Saturday, February 2, 2013

Book Review: "Good Kids" by Benjamin Nugent

To slightly corrupt a cliché, the sins of the parents are visited upon the children. Josh Paquette and Khadijah Silverglate-Dunn are 15-year-old high school classmates who one afternoon spy Josh's father kissing Khadijah's mother in a natural foods store. The realization that their parents are having an affair creates a strange bond and a tenuous friendship between the two, although Josh finds himself wanting more from their relationship. One afternoon the two sign a vow never to cheat while in a relationship, and although Khadijah and her mother move away from town shortly thereafter, both are committed to keeping this vow.
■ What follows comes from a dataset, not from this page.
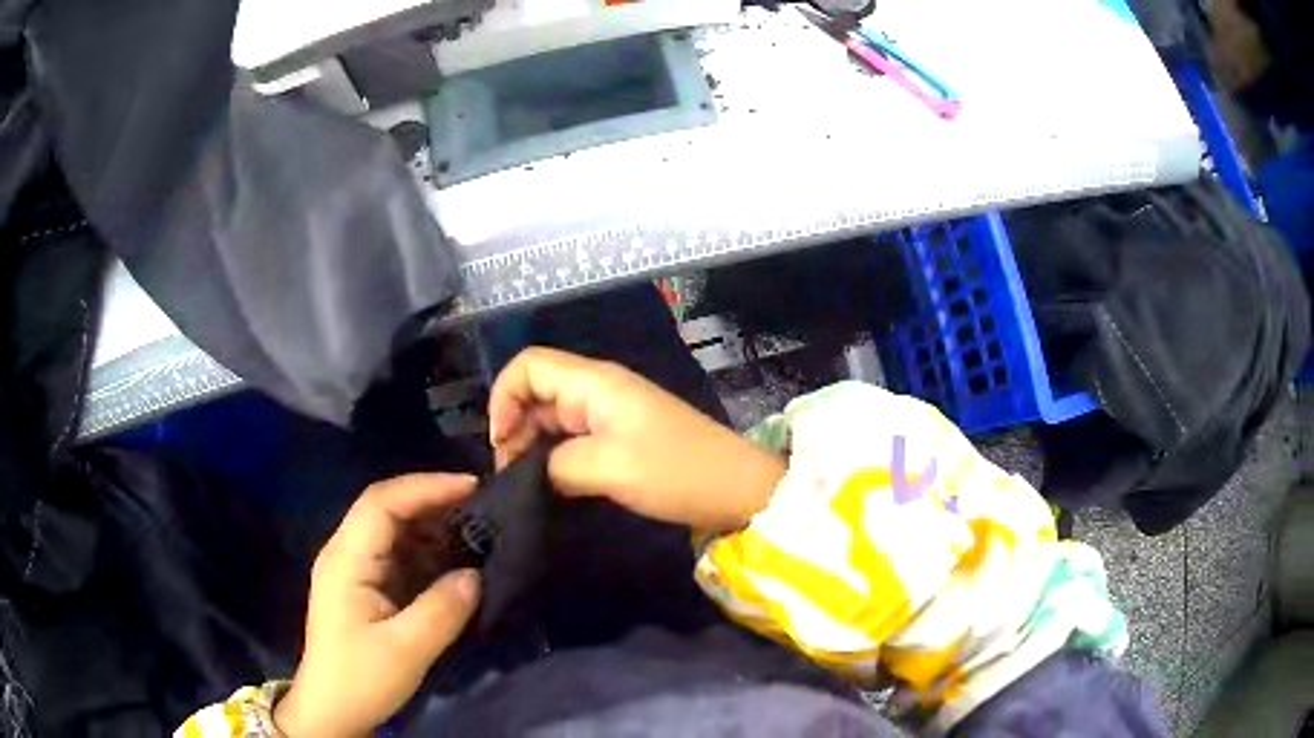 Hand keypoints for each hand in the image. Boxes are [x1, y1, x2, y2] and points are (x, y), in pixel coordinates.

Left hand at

As he enters adulthood, Josh finds himself becoming a musician, drawn into any world that doesn't resemble his father's socialist-leaning life in which dreams are talked about constantly but never pursued. Josh follows his new band to Los Angeles, and after the semi-successful group breaks up a few years later, he meets Julie, the host of a wry animal show on a local cable network. After a series of comical miscommunications, the two begin a serious relationship which survives the couple's serious-but-playful banter as well as Josh's inability to pursue any type of career. (He's able to sustain himself somewhat on royalty checks from his band's one hit song, which is used frequently in the entertainment world.)

Soon, the two get engaged and plan a future together, complete with three children. But the strains of coming from two different backgrounds start to pull at them, and their problems aren't helped when Khadijah, whom Josh hasn't seen in 13 years, comes to Los Angeles to visit her fianc&233;, one of Josh'a acquaintances. Both are committed to keeping the vow they made when they were teenagers, but the tug of fascination with their past and what could have been make keeping those vows more difficult than they imagined.

"It's better if you don't place your faith in a vision of how things are going to be," Josh says. "The shock of what happens can be superior to any concept you had in your head at the start."

I really enjoyed this book, and thought Benjamin Nugent did a great job laying out the story and creating interesting, complex characters. (Most of them, at least.) I really liked the beginning and the end of the book, as I was intrigued by how Josh and Khadijah's discovery of their parents' infidelity and the aftermath of this discovery would unfold, and when they encountered each other again as adults, I wondered whether Nugent would surprise me. I felt parts of the book dragged a bit, mainly those involving Josh's father, whom I found immensely irritating and one-note. But Josh's struggles have many layers, and even though I don't tend to like characters who seem somewhat rudderless in their lives, I was completely engaged in his story.

It's amazing how many ways relationships can go, even when they're succeeding or failing. Nugent is a wry observer of human foibles, particularly where relationships are concerned, and I look forward to seeing what else he comes up with in the future.